▶ Problem requirements:
Keep every line in which "aria" occurs and drop the rest of the data.

[Stored items]
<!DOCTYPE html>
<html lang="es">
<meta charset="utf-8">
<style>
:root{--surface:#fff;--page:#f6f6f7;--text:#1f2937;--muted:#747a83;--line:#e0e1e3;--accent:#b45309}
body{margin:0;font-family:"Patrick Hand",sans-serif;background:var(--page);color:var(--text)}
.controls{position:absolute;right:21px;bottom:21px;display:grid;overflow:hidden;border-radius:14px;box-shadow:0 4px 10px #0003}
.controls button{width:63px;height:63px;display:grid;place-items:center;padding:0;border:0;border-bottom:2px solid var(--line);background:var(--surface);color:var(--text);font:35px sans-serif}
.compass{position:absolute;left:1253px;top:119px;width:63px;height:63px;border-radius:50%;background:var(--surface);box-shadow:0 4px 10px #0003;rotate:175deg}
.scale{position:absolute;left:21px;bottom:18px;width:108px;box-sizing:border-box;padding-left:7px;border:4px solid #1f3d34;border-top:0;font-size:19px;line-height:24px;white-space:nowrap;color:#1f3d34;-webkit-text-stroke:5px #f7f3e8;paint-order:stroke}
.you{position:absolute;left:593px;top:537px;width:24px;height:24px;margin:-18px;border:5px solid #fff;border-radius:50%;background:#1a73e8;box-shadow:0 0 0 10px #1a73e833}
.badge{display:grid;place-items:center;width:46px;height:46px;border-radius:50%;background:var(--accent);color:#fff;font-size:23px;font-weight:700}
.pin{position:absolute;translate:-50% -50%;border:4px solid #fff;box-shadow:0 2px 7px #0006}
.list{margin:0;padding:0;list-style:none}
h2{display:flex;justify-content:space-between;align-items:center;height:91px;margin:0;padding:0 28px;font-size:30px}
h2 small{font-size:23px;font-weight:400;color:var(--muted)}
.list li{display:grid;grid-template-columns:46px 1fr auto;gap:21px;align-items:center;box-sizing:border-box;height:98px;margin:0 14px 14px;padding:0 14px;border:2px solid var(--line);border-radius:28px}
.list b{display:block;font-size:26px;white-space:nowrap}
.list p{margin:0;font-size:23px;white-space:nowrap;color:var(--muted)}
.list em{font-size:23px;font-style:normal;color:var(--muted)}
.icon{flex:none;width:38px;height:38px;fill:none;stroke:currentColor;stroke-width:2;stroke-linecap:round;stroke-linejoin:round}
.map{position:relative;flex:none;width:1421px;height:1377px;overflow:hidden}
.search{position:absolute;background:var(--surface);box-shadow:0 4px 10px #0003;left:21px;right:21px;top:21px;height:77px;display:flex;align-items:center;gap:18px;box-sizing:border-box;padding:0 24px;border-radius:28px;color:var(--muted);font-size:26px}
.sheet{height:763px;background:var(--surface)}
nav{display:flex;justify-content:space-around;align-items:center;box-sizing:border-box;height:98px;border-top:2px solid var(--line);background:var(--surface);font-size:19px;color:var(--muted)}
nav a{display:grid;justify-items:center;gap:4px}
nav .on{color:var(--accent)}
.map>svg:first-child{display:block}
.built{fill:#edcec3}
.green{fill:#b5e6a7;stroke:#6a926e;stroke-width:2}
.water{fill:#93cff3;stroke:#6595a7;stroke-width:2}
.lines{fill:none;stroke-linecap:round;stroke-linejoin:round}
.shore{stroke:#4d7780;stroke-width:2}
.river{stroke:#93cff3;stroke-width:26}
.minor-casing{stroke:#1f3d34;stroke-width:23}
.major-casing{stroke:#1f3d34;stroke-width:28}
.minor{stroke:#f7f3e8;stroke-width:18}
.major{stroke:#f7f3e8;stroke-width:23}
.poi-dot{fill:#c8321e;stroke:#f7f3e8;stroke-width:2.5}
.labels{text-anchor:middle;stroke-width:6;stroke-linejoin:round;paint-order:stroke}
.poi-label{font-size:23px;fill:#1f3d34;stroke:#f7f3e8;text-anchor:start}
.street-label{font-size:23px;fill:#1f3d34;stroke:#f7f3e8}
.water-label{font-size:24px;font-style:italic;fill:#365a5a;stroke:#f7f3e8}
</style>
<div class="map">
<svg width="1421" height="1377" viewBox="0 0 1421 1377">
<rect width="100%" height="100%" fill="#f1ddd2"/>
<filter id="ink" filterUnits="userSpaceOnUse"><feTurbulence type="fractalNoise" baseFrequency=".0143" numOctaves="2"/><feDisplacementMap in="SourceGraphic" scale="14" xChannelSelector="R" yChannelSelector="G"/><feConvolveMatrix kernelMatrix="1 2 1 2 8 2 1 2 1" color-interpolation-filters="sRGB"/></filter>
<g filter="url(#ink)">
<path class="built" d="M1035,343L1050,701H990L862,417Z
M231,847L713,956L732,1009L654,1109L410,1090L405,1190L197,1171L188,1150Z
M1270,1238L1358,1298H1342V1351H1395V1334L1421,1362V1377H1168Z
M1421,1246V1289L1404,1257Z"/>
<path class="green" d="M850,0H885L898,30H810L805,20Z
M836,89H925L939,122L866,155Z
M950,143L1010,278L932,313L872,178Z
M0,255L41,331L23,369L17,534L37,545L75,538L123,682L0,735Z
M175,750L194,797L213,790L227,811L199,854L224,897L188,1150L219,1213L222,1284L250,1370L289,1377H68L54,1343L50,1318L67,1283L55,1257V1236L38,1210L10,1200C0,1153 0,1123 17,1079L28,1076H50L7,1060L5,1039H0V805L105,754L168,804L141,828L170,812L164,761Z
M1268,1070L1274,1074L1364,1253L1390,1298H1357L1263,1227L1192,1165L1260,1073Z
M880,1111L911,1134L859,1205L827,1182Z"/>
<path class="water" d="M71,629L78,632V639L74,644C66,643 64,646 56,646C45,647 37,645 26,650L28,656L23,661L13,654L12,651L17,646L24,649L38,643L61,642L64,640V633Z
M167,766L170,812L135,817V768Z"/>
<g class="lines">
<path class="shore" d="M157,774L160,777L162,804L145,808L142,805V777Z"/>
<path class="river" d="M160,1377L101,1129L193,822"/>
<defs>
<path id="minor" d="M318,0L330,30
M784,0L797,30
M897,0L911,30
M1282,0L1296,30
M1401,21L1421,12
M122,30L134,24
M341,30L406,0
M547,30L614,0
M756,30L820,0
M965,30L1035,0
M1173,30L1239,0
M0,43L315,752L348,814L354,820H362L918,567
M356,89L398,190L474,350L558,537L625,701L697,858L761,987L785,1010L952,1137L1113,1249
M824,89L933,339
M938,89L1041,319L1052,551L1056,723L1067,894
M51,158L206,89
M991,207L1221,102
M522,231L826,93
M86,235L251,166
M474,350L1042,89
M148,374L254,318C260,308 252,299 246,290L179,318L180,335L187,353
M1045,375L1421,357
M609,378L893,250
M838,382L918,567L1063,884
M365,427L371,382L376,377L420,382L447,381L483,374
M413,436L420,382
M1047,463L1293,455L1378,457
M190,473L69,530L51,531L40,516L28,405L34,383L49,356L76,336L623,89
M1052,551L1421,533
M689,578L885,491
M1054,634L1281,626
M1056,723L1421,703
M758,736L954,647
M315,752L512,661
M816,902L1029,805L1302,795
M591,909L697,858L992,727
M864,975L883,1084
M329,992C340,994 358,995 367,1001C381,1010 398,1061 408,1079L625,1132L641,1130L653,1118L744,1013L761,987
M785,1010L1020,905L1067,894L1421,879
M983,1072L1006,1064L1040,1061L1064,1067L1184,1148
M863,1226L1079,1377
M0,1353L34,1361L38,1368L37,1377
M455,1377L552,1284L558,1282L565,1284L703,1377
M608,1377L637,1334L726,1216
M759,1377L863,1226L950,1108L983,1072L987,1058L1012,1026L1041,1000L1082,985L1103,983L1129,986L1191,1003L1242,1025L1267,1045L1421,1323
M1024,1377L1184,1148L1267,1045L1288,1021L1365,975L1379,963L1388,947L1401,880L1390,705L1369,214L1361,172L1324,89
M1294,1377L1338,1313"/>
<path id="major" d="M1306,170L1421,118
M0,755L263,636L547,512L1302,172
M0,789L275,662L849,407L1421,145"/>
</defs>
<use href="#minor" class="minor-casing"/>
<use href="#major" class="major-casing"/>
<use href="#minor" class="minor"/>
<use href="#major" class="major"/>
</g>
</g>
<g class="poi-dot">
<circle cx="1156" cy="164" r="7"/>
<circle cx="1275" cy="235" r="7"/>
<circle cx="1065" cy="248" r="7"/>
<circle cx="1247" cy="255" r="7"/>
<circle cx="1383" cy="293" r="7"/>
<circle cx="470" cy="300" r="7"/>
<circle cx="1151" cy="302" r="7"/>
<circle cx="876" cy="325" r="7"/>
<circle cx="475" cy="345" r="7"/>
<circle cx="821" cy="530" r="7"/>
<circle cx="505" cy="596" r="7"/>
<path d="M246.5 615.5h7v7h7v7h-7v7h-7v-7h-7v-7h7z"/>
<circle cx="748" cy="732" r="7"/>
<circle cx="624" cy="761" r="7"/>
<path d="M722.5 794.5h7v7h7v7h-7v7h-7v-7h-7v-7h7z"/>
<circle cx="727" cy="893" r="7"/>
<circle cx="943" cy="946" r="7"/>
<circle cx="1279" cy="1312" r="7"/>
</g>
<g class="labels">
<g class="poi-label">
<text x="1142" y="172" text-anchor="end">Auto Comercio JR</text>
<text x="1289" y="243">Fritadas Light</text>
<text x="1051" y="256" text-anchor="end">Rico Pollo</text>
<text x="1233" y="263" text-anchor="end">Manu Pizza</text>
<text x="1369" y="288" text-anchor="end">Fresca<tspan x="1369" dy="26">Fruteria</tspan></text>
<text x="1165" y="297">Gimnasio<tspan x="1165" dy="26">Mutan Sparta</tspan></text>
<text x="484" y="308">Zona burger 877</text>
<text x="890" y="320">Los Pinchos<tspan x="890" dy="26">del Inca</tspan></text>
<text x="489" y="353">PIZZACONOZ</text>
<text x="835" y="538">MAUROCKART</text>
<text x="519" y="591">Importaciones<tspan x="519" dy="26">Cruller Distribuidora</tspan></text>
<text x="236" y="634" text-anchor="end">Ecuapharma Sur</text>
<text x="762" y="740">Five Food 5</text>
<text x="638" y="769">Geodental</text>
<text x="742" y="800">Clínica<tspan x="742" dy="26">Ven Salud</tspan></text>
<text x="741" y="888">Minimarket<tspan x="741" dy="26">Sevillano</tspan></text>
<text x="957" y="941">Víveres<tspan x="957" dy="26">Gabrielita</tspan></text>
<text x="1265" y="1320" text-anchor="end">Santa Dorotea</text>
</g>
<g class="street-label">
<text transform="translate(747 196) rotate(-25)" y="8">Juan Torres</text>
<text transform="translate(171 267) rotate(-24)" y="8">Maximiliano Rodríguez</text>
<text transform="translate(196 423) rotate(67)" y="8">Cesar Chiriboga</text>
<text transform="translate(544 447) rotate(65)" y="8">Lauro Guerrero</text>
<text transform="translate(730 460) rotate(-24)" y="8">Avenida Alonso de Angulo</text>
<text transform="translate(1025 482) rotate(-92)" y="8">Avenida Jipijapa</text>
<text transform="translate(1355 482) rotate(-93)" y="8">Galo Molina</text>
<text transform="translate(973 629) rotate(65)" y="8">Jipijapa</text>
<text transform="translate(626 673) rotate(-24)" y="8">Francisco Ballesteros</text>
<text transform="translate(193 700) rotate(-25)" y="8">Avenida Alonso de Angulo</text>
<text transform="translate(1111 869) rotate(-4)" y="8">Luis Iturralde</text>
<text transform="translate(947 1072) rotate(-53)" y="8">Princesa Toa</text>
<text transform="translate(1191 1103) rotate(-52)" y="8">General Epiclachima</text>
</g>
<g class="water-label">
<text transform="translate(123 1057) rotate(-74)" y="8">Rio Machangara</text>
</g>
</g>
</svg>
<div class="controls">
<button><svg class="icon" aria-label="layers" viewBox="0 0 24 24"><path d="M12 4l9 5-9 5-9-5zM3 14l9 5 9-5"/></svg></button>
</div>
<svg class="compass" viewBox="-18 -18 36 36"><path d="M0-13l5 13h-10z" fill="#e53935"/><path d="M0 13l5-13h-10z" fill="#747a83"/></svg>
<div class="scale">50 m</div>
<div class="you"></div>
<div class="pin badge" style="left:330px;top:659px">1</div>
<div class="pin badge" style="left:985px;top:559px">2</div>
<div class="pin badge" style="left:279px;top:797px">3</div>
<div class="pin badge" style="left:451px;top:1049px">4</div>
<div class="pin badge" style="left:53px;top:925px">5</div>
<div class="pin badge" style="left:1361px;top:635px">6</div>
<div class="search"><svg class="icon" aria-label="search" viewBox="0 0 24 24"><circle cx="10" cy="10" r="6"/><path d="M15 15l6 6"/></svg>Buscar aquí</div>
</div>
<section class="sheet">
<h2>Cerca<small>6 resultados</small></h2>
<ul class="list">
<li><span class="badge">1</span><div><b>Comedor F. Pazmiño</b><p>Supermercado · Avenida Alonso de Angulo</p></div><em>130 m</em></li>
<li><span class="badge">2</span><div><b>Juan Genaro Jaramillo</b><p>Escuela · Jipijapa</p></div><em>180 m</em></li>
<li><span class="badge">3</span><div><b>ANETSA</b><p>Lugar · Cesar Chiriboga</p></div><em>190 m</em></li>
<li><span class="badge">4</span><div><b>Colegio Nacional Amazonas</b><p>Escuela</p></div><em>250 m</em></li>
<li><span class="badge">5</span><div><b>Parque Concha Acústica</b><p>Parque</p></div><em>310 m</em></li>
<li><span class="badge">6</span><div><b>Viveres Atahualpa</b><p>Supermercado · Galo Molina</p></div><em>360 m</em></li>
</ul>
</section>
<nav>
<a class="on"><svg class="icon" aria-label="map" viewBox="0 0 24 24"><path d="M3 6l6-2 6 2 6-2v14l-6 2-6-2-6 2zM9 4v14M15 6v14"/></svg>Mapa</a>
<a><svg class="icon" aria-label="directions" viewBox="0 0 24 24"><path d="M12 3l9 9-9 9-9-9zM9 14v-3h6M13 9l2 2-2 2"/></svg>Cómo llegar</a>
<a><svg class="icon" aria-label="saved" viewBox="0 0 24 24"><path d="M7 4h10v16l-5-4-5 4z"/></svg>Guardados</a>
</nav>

▶ Answer to the exercise:
<button><svg class="icon" aria-label="layers" viewBox="0 0 24 24"><path d="M12 4l9 5-9 5-9-5zM3 14l9 5 9-5"/></svg></button>
<div class="search"><svg class="icon" aria-label="search" viewBox="0 0 24 24"><circle cx="10" cy="10" r="6"/><path d="M15 15l6 6"/></svg>Buscar aquí</div>
<a class="on"><svg class="icon" aria-label="map" viewBox="0 0 24 24"><path d="M3 6l6-2 6 2 6-2v14l-6 2-6-2-6 2zM9 4v14M15 6v14"/></svg>Mapa</a>
<a><svg class="icon" aria-label="directions" viewBox="0 0 24 24"><path d="M12 3l9 9-9 9-9-9zM9 14v-3h6M13 9l2 2-2 2"/></svg>Cómo llegar</a>
<a><svg class="icon" aria-label="saved" viewBox="0 0 24 24"><path d="M7 4h10v16l-5-4-5 4z"/></svg>Guardados</a>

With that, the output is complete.